The decedent and Peterson had been drinking intoxicating liquors during the night, at other places. The parties on each side of the combat were strangers to the other side. The appellant claimed and testified that he took no part in the fight; that he never struck a blow or encouraged anyone else to, and that he tried to stop the fight.
There was ample evidence, however, that as the five came out of the house last referred to, the appellant and Battles were in front. The appellant and Battles so testified. Blackwell and Donald Barbour were ten or fifteen feet behind, and Jones at first still further behind. Blackwell was of the opinion, so he testified, that both of the Barbours were in front, and that before he noticed the approách of Erickson and Peterson on the sidewalk, “one of the Barbour boys hollered back, ‘Let’s crush them.’ I don’t know which one of the Barbour boys it was;” that then “they started fighting, just a big gang of them;” “they were all fighting in a bunch;” that he got Jones up to stop the fight; “I guess he started to fight'too.” “Q. And *442then they were all fighting? Ans; Yes, sir.” On cross-examination he testified: “Q. And you swear he (Samuel Barbour) was fighting?- Ans. Yes, sir.”

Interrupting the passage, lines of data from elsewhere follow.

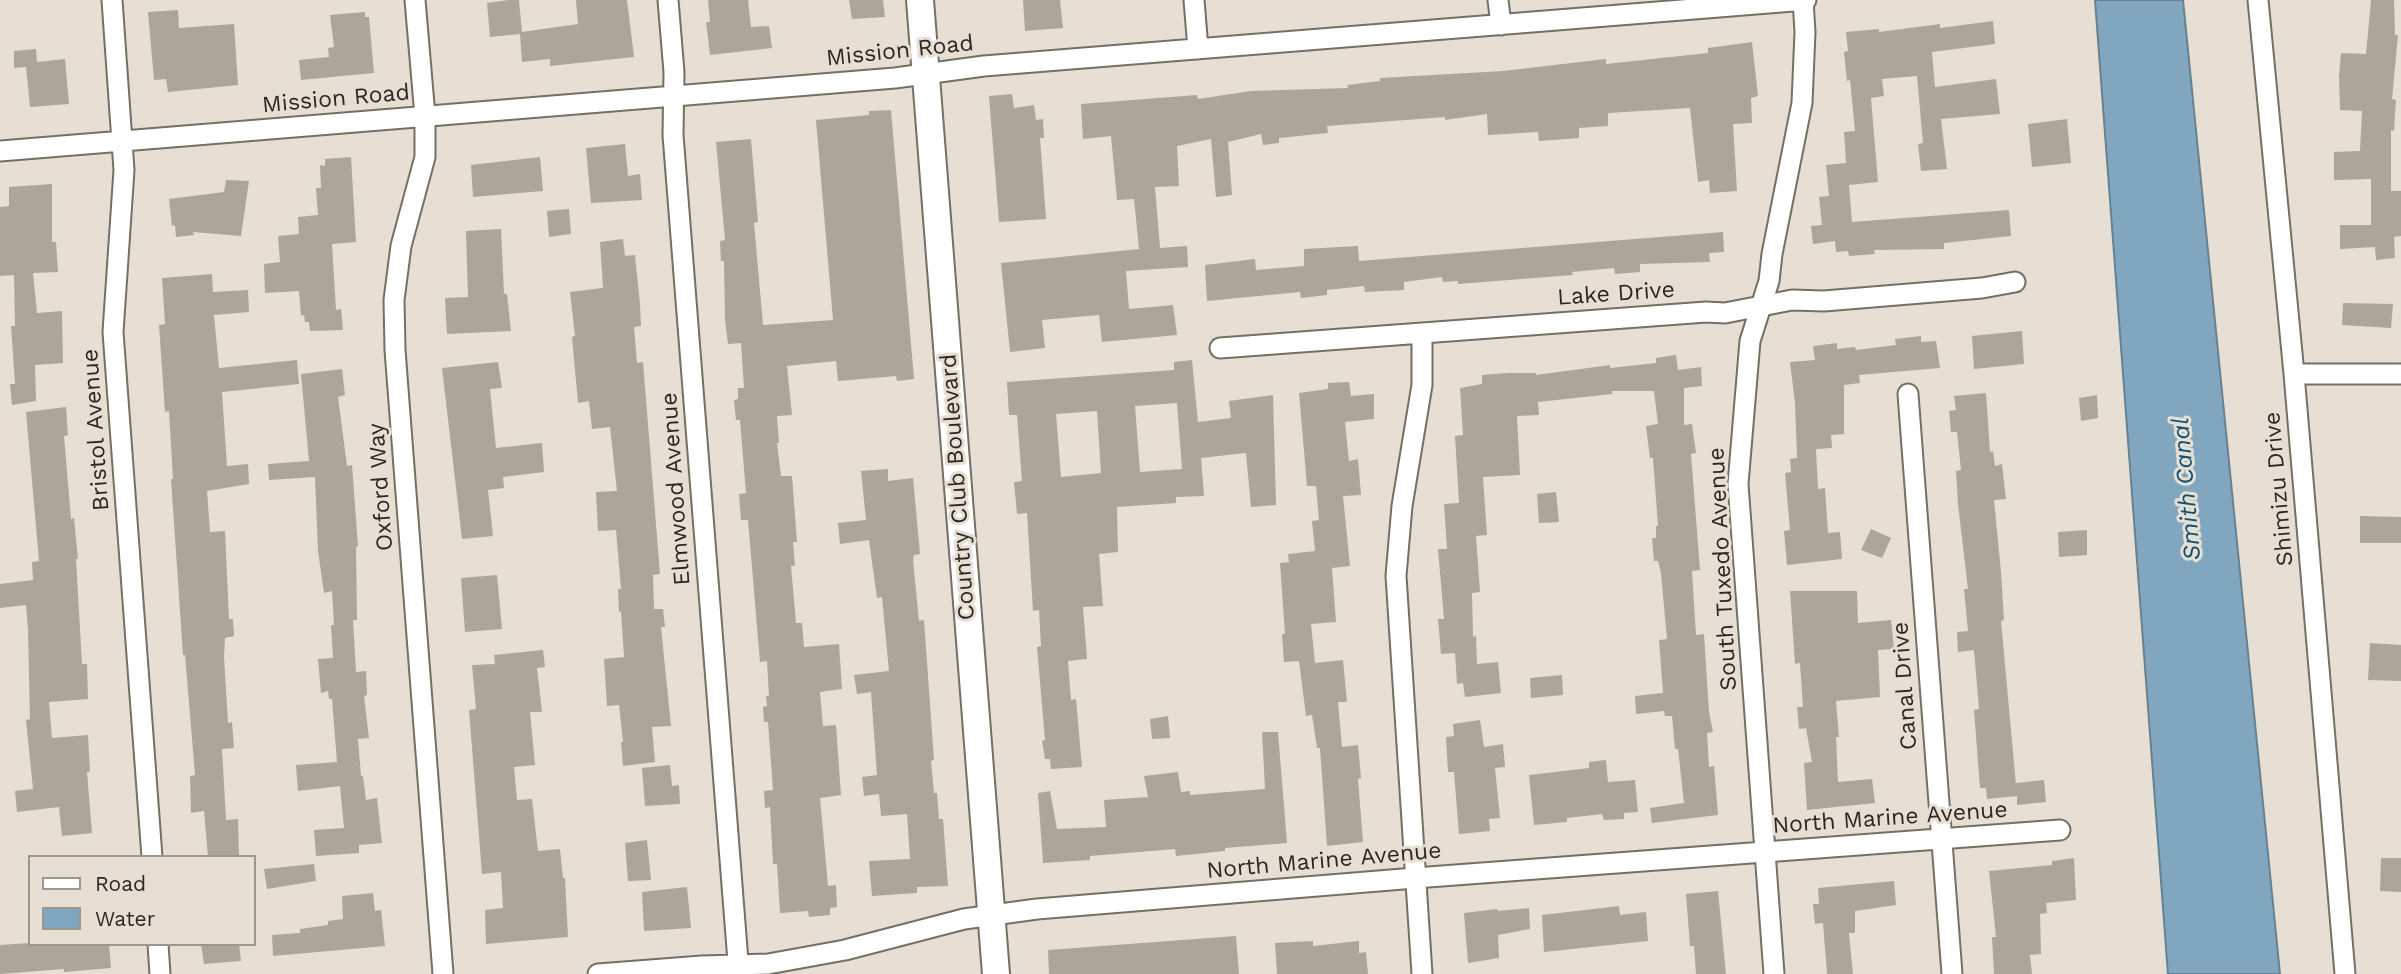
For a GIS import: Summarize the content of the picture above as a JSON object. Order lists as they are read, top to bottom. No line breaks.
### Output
{"streets":{"street":["Mission Road","Lake Drive","Bristol Avenue","Oxford Way","Country Club Boulevard","Elmwood Avenue","Shimizu Drive","South Tuxedo Avenue","Canal Drive","North Marine Avenue"]},"crossings":[["Mission Road","Bristol Avenue"],["Mission Road","Oxford Way"],["Mission Road","Country Club Boulevard"],["Mission Road","Elmwood Avenue"],["Mission Road","South Tuxedo Avenue"],["Lake Drive","South Tuxedo Avenue"],["Country Club Boulevard","North Marine Avenue"],["Elmwood Avenue","North Marine Avenue"],["South Tuxedo Avenue","North Marine Avenue"],["Canal Drive","North Marine Avenue"]],"water":["Smith Canal"],"legend":["Road","Water"]}
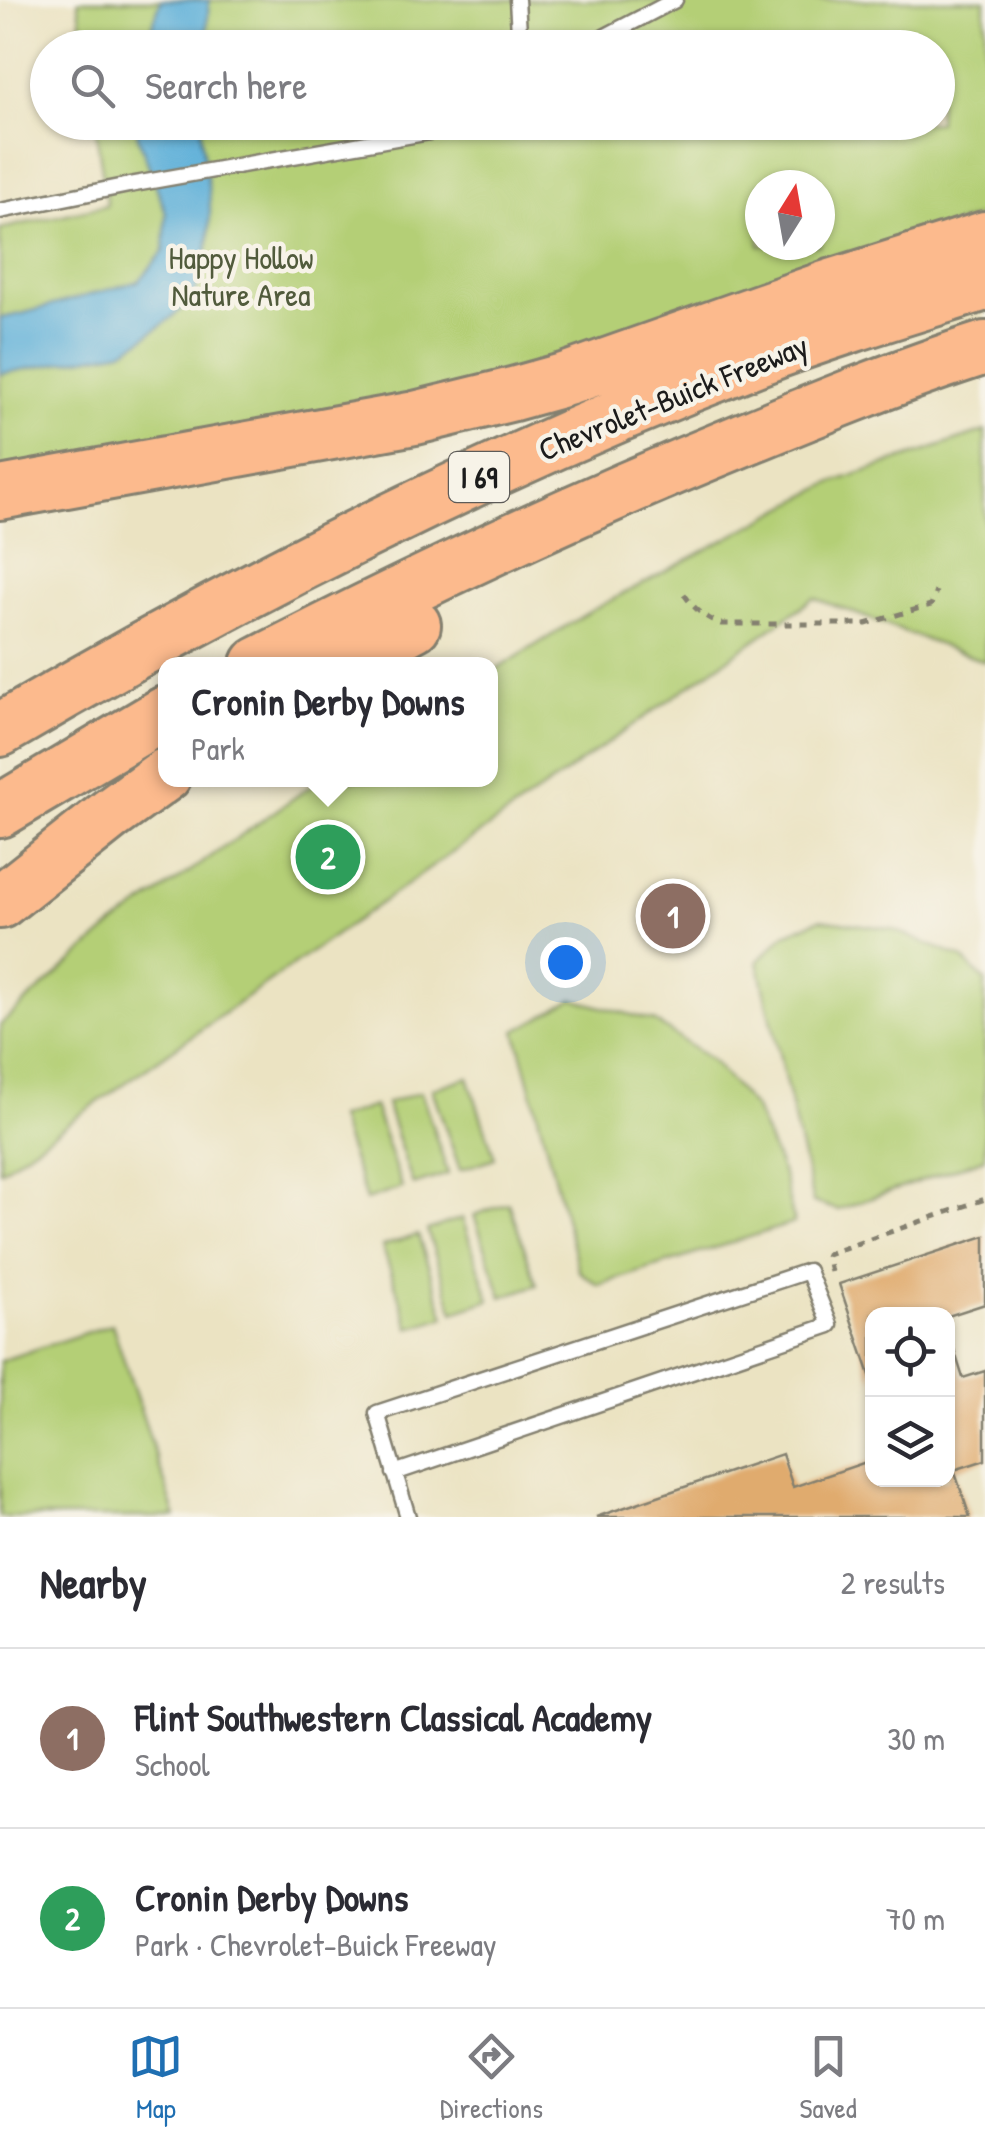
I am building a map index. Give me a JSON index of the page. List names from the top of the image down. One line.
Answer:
{"streets":{"highway":["Chevrolet-Buick Freeway","I 69"]},"parks":["Happy Hollow Nature Area"],"north":"top","page":{"search":"Search here","popup":["Cronin Derby Downs","Park"],"pins":["2","1"],"heading":["Nearby","2 results"],"list":[{"mark":"1","name":"Flint Southwestern Classical Academy","note":"School","value":"30 m"},{"mark":"2","name":"Cronin Derby Downs","note":"Park · Chevrolet-Buick Freeway","value":"70 m"}],"nav":["Map","Directions","Saved"]}}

It appears that the appellant and his companions did not know for a little while that Erickson had been killed, and in the meantime all five of them went into a house nearby and to the inmátes gave an account of the fight. One of the inmates of the house testified that the appellant said: “We had a fight down the street just now;” and she further testified that appellant’s face on one side was marked and bruised. Donald Barbour, while testifying, was asked whether he made any remark at the start of the fight such as “Let’s crush them,” and he answered that he did not. The appellant testified at the trial, but he was not asked, nor did he testify, as to whether he made any such remark.
The evidence was entirely sufficient, in our opinion, to show concert of aggressive action on the part of appellant and his companions, and to justify the verdict against the appellant. Nor was it a case of circumstantial evidence, suggested by appellant in one of his assignments of error. He was personally present and actively engaged in the affray. The evidence was direct, not circumstantial.
In instructing the jury as to the effect to be given to the testimony of any witness that they believed “has sworn falsely, etc.,” reversible error is claimed for omitting the word “wilfully” or “knowingly.” The point was decided against such contention in State v. Kyle, 14 Wash. 550, 45 Pac. 147; and while there are decisions to the contrary in some other jurisdictions, we are not disposed to depart from that holding. We find no error in any of the instructions given. Those not given as requested were, in our opinion, sufficiently covered in substance by others *443given in the court’s own language. The case was correctly presented to the jury, and the evidence being conflicting, the court is foreclosed by the verdict of the jury.
Affirmed.
Fullerton, C. J., Tolman, Holcomb, and Beals, JJ., concur.